It seems Martha Alexander has met her match, as baby daughter Robin can’t stop talking
This is how Robin bids me good morning from inside her cot these days. She sits holding court to assorted rabbits and bears, and a little white dog whose ear is stiff with dried saliva. They’ve usually been chatting for a good 15 minutes before I arrive.
I am no longer ‘Mummy’ either. I’m ‘Marfa’ or sometimes ‘Babe’. She’s also big on commands: ‘want it’, ‘have it’, ‘find it’, ‘do it’ and ‘get it’ are all phrases that get a lot of air time.
Robin’s an early talker. I don’t want to sound too ‘nail polish emoji’ about it but talk is big in our house – and Robin is bred for it. On both sides, she is descended from prolific chatterboxes. I never draw breath, ever. My mother could talk the hind legs off a donkey, my father loves a good gas and Robin’s late grandmother – Mikey’s mother – once talked without pause for five hours to a car full of sleeping companions.
So it was no surprise that Robin kicked off early when it came to verbal communication. ‘Cat’ was her first word, then ‘shoes’.
She is like a sponge when it comes to vocab, which is ideal when she parrots long words and sections of the alphabet but less good when you’re in the car and lose your temper with some schmuck who cuts you up on Harlesden’s one-way system and you swear and shout, and a little voice echoes your unattractive profanity from the back seat.
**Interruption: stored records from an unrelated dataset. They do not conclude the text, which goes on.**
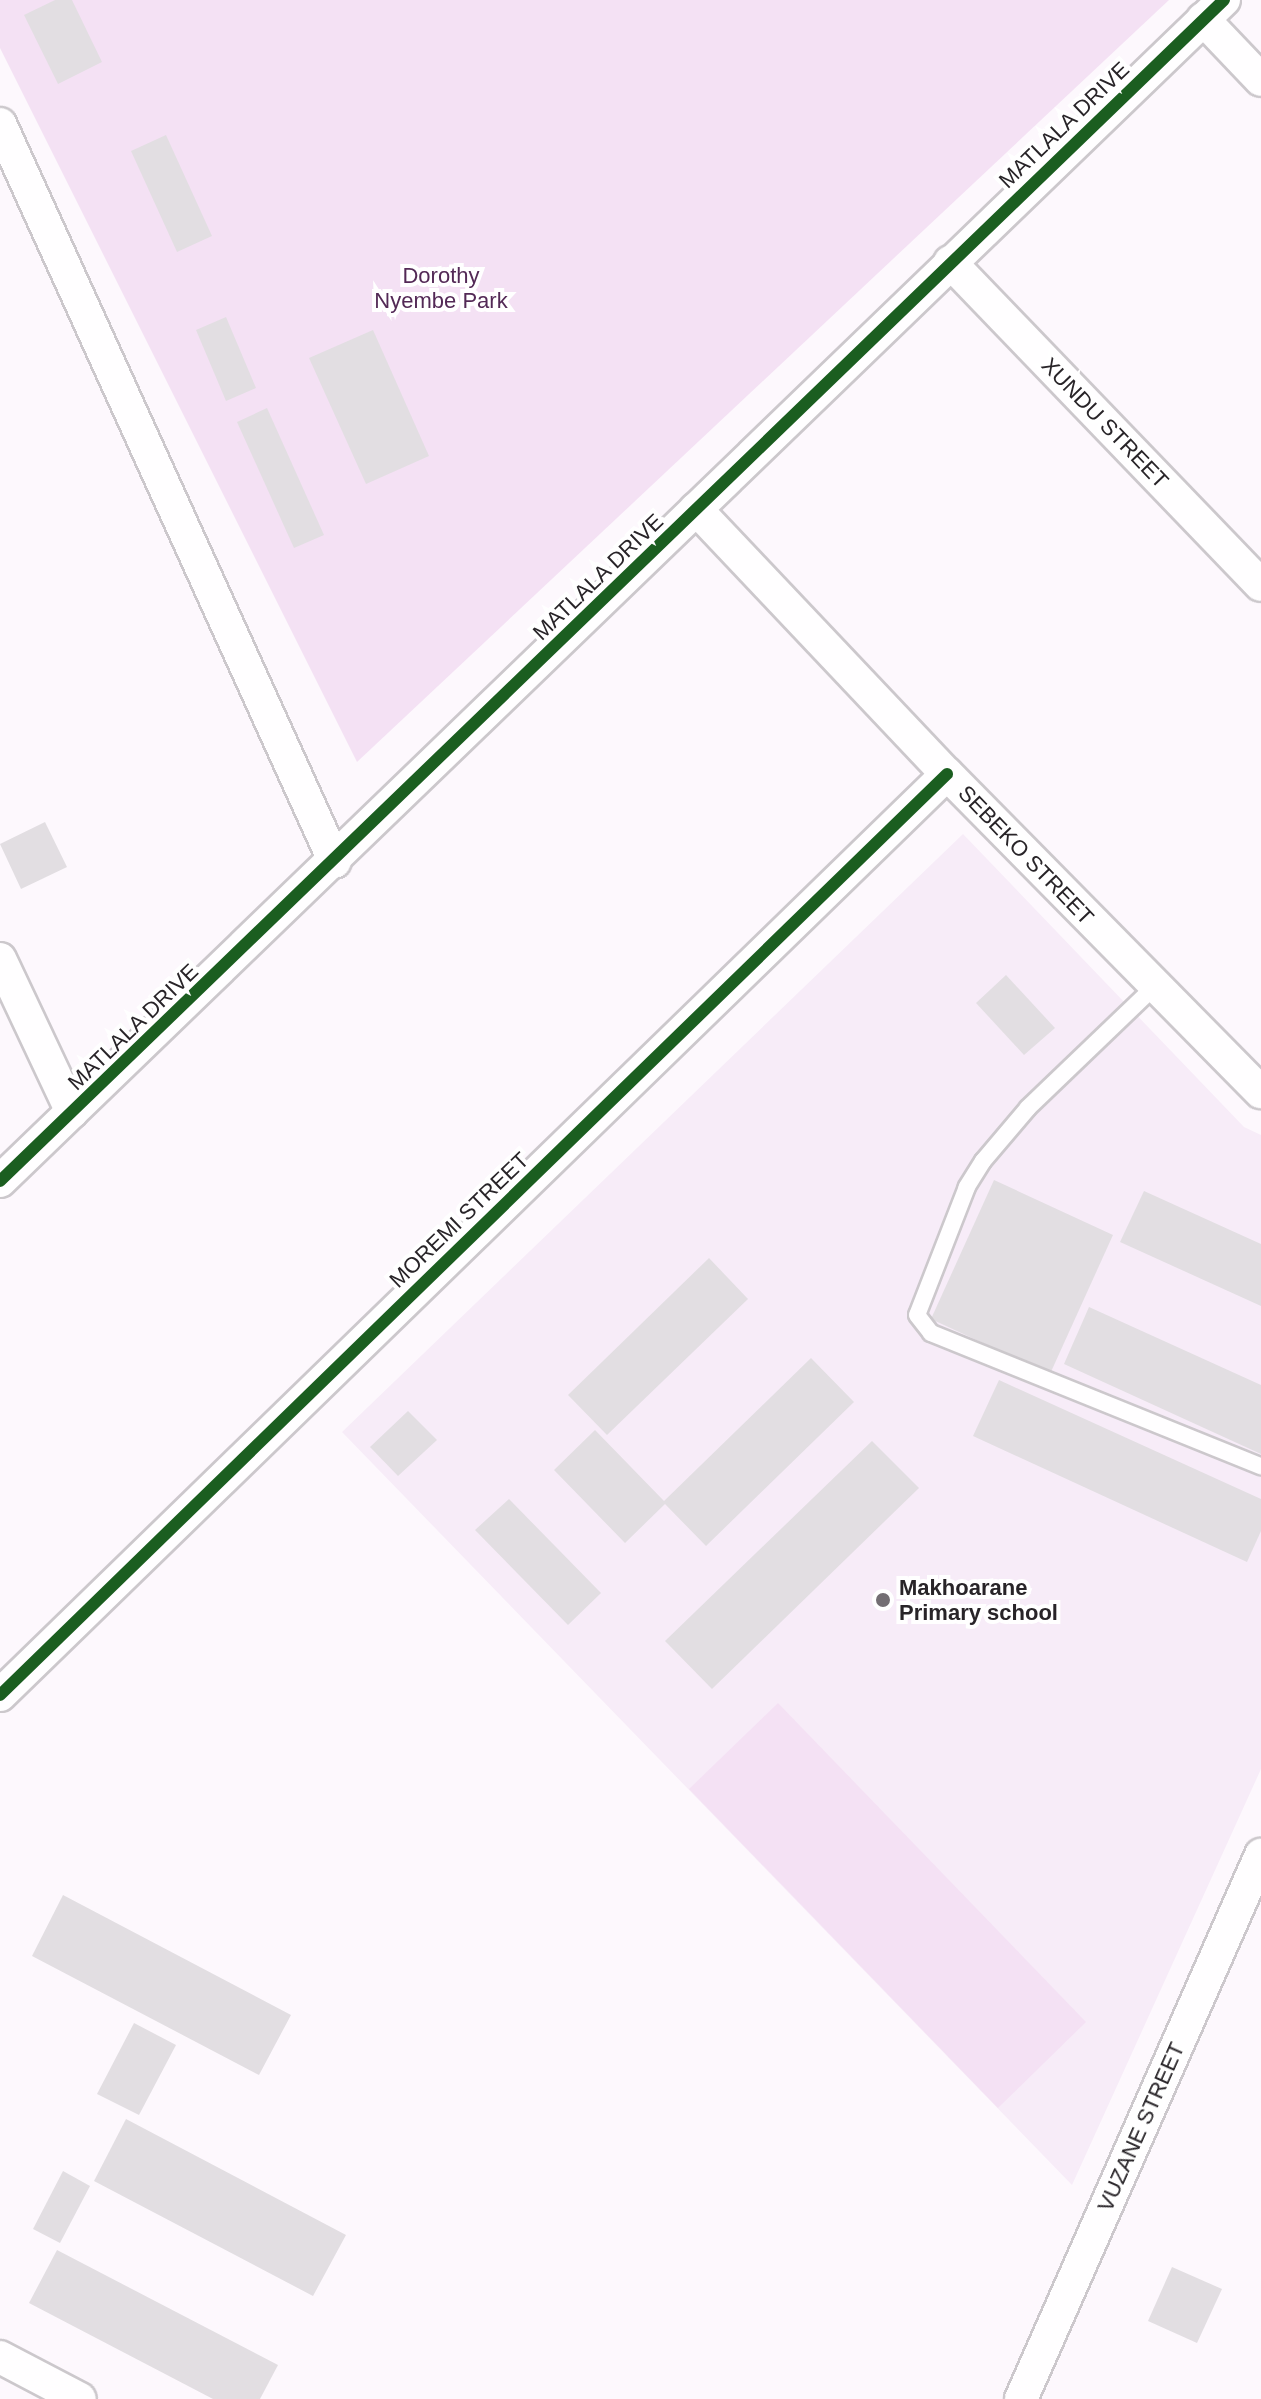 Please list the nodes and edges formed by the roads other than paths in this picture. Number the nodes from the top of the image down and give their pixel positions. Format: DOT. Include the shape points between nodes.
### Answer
graph roads {
  1 [pos="1213,10"];
  2 [pos="1261,80"];
  3 [pos="0,124"];
  4 [pos="950,262"];
  5 [pos="696,509"];
  6 [pos="1261,585"];
  7 [pos="947,774"];
  8 [pos="335,862"];
  9 [pos="0,959"];
  10 [pos="1155,986"];
  11 [pos="1261,1092"];
  12 [pos="72,1112"];
  13 [pos="0,1181"];
  14 [pos="1261,1466"];
  15 [pos="0,1695"];
  16 [pos="1261,1855"];
  17 [pos="0,2357"];
  18 [pos="80,2399"];
  19 [pos="1021,2399"];
  1 -- 2 [label="street"];
  1 -- 4 [label="street, MATLALA DRIVE"];
  3 -- 8 [label="street"];
  4 -- 5 [label="street, MATLALA DRIVE"];
  4 -- 6 [label="street, XUNDU STREET"];
  5 -- 7 [label="street, SEBEKO STREET"];
  5 -- 8 [label="street, MATLALA DRIVE"];
  7 -- 10 [label="street, SEBEKO STREET"];
  7 -- 15 [label="street, MOREMI STREET"];
  8 -- 12 [label="street, MATLALA DRIVE"];
  9 -- 12 [label="street"];
  10 -- 11 [label="street, SEBEKO STREET"];
  10 -- 14 [label="lane" via="1028,1108 983,1161 922,1293 917,1315 931,1333"];
  12 -- 13 [label="street, MATLALA DRIVE"];
  16 -- 19 [label="street, VUZANE STREET"];
  17 -- 18 [label="street"];
}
Robin’s early speech has only exacerbated Mikey’s belief that we are raising a child genius. However, apparently Einstein didn’t talk until he was four, so I think we can hold off on a child-sized mortar board for now. But her chattiness is just one more sign that she’s becoming a proper little person with real preferences and opinions and habits. She has idiosyncrasies: she likes her shoes to be in pairs, sorting is a big deal and she won’t wear a hair clip of any description. Her increased speech goes hand-in-hand with her confidence in general, too.
But I’ve found in motherhood, just when you become an official dab hand at whatever particular phase you’ve been enduring, it’s all over. Everything moves on so quickly that you soon have to start again at the beginning of a whole new level where there’s a fresh set of obstacles to fathom, endure and master. It’s like Super Mario World but real life, with far more avocado mash and sound effects provided by Peppa Pig.
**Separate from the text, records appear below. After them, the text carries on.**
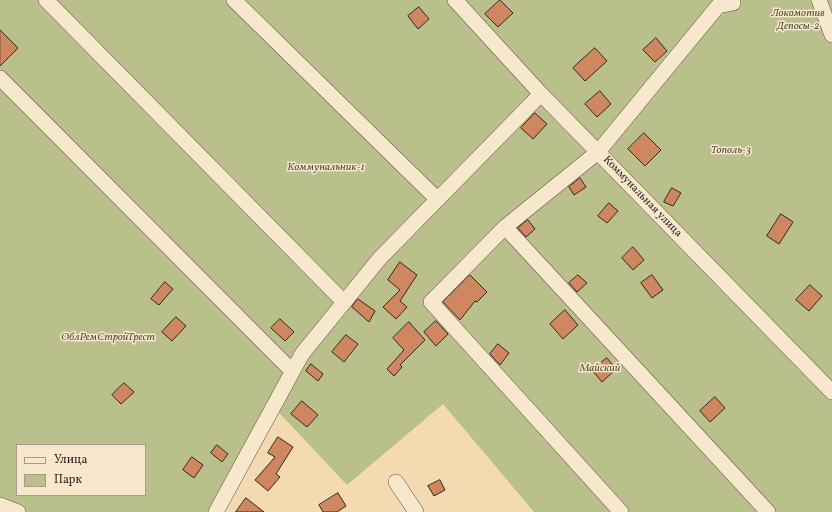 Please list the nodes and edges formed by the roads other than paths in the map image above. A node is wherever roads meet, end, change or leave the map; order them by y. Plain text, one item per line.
1 (46, 0) edge
2 (234, 0) edge
3 (455, 0) edge
4 (819, 0) edge
5 (733, 3) dead end
6 (832, 35) edge
7 (0, 78) edge
8 (541, 94) junction
9 (598, 152) junction
10 (437, 199) junction
11 (505, 227) junction
12 (344, 302) junction
13 (292, 371) junction
14 (832, 392) edge
15 (396, 482) dead end
16 (0, 505) edge
17 (18, 512) edge
18 (216, 512) edge
19 (416, 512) edge
20 (622, 512) edge
21 (768, 512) edge

1 - 12 lane
2 - 10 lane
3 - 8 lane, Коммунальная улица
4 - 6 lane
5 - 9 lane
7 - 13 lane
8 - 9 lane, Коммунальная улица
8 - 10 lane
9 - 11 lane
9 - 14 lane, Коммунальная улица
10 - 12 lane
11 - 20 lane
11 - 21 lane
12 - 13 lane
13 - 18 lane
15 - 19 lane
16 - 17 lane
We have made various discoveries as a family of late – London Zoo, for one. Though I realise this is hardly a niche new thing that no one’s heard of. I assumed Robin would be most taken by the stars of the show – the real-life versions of the monkeys and giraffes and tigers and lions that populate our home in fluff-stuffed, miniature form. But she didn’t care much for these kings and queens of the jungle. Instead, she made a beeline for the insect house and sat in front of a chamber of cockroaches, her mouth slack with fascination.
And then: “Cider! Cider!”
“Want it! Cider!”
This does not look good (or bode well), I thought, as other zoo-goers watched my infant daughter beg me for alcoholic beverages.
And then it became clear: through a glass door I could see a dense jungle, steamy with tropical heat so at odds with London. Dangling from seemingly every branch was – you guessed it, a spider.
We went in, even though the entire experience made me want to rip the skin from my body and run, howling, up Primrose Hill and beyond. But Robin was delighted. She wasn’t going to be scared by fat-backed, hairy-legged arachnids.
Back outside, she returned to the little glass pods. Inside one, a scorpion lazed in the sand, its tail twitching with menace.
“Hello, darlin’,” she told it, pressing her mouth against the glass. “Hello.”